Black trash bags fluttering over sleek surveillance cameras tell you everything about how “smart city” policing went sideways. In Dayton, Ohio, city workers are literally covering license plate readers with garbage bags because that’s the only way officials can guarantee the devices aren’t secretly feeding data to federal immigration enforcement. This isn’t some Luddite rebellion against technology—it’s what happens when cities discover they signed surveillance contracts that give them less control than a Netflix subscription.
The Accidental Data Pipeline to ICE
Dayton’s surveillance scandal exposes how easily local crime-fighting tools become immigration enforcement networks.
Dayton’s nightmare started when police discovered their Flock Safety cameras had been sharing resident vehicle data with Immigration and Customs Enforcement and Homeland Security—supposedly by accident. According to reporting, an officer failed to configure privacy settings that would have blocked federal sharing. The department suspended the cameras after discovering the data flow, but the damage was done.
Think about that for a moment. One misconfigured setting turned local crime-fighting tools into an immigration surveillance network. The same cameras pitched as community safety devices were quietly building profiles that could target your neighbors for deportation.
Trapped by Their Own Contracts
Municipal officials discover they don’t actually control the surveillance hardware on their own streets.
Here’s where the story gets truly dystopian. When Dayton officials tried to shut off the cameras permanently, they hit a wall: Flock owns the hardware. Cities can’t just unplug them or tear them down without potentially breaching contracts filled with penalties and termination clauses.
Deputy City Manager Joe Parlette told commissioners that bagging cameras was a stopgap “until Flock cameras could be removed entirely”—acknowledging the city was still working through the process of getting rid of devices on their own streets.

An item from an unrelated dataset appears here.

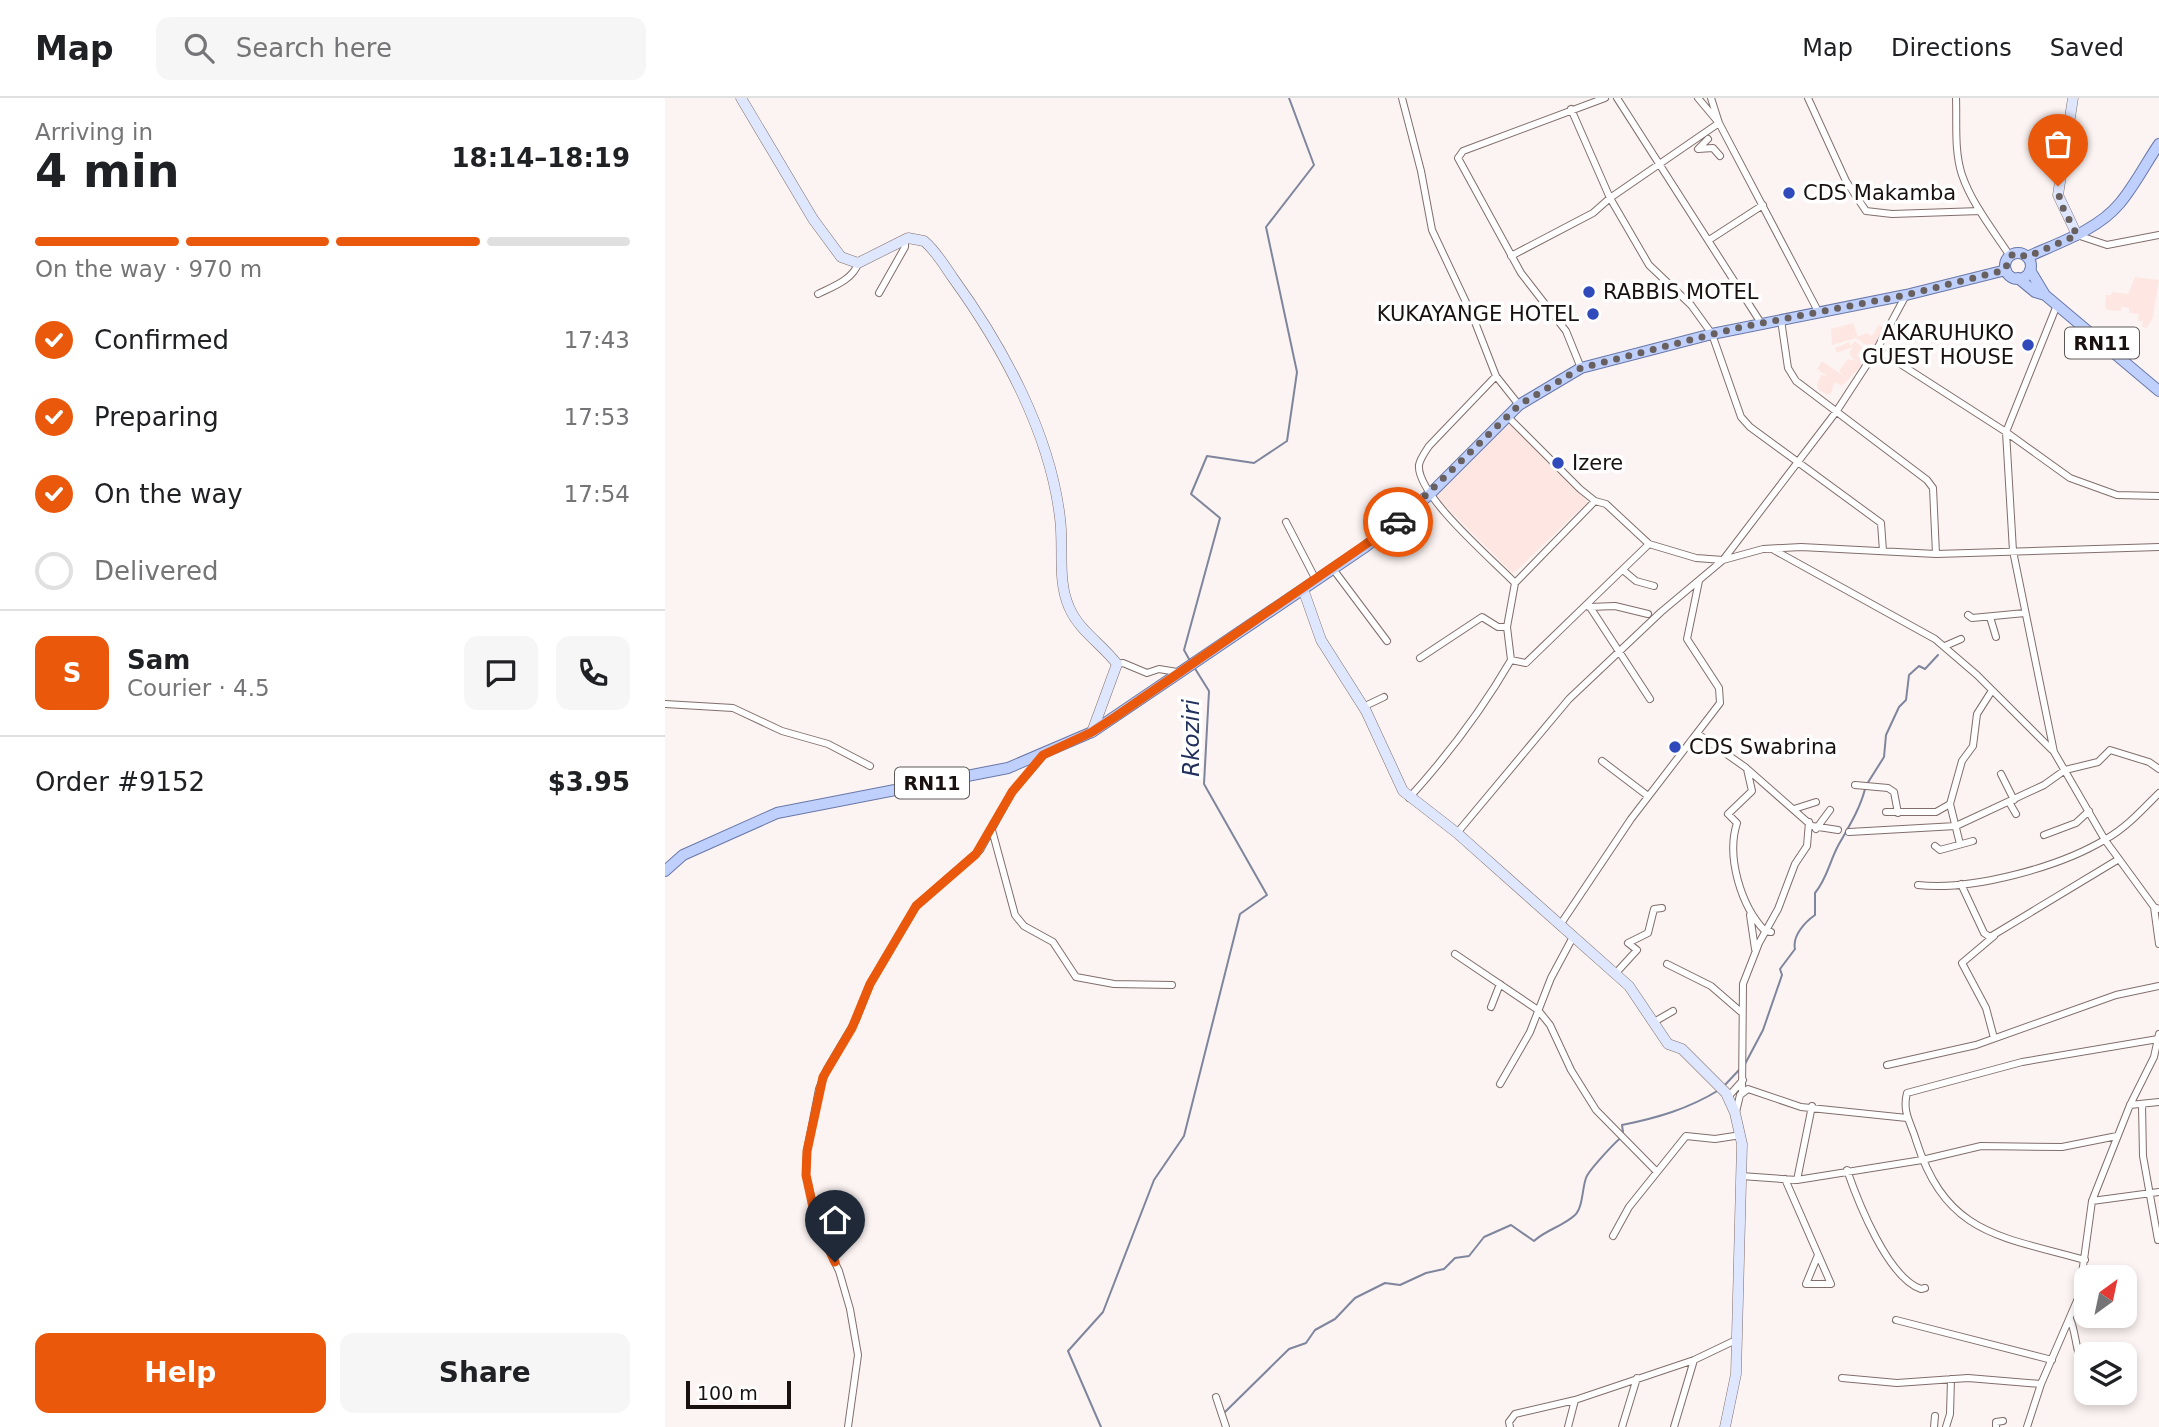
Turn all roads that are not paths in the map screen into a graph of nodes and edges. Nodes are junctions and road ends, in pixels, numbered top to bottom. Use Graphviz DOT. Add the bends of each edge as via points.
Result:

This reveals an uncomfortable truth about municipal technology: cities can become tenants in their own surveillance systems.
The Evanston Precedent
Illinois city’s struggle with unauthorized camera reinstallation shows a broader pattern of vendor control.
Dayton isn’t alone in this digital quicksand. Evanston, Illinois terminated its Flock contract, only to discover the company had allegedly reinstalled cameras without permission. The city issued a cease-and-desist letter and covered cameras with trash bags while waiting for Flock to remove them.
Civil liberties groups like the ACLU argue that Flock is building a “dangerous nationwide mass-surveillance infrastructure” that transforms traditional license plate readers into something far more invasive. Flock counters that cities “control their data” and federal sharing is “default off,” but Dayton’s experience suggests those controls are more fragile than advertised.
The trash bag solution reveals what happens when “smart” infrastructure becomes politically toxic. Sometimes analog solutions are the only escape hatch available when you discover you’re not really in control of the technology deployed on your own streets.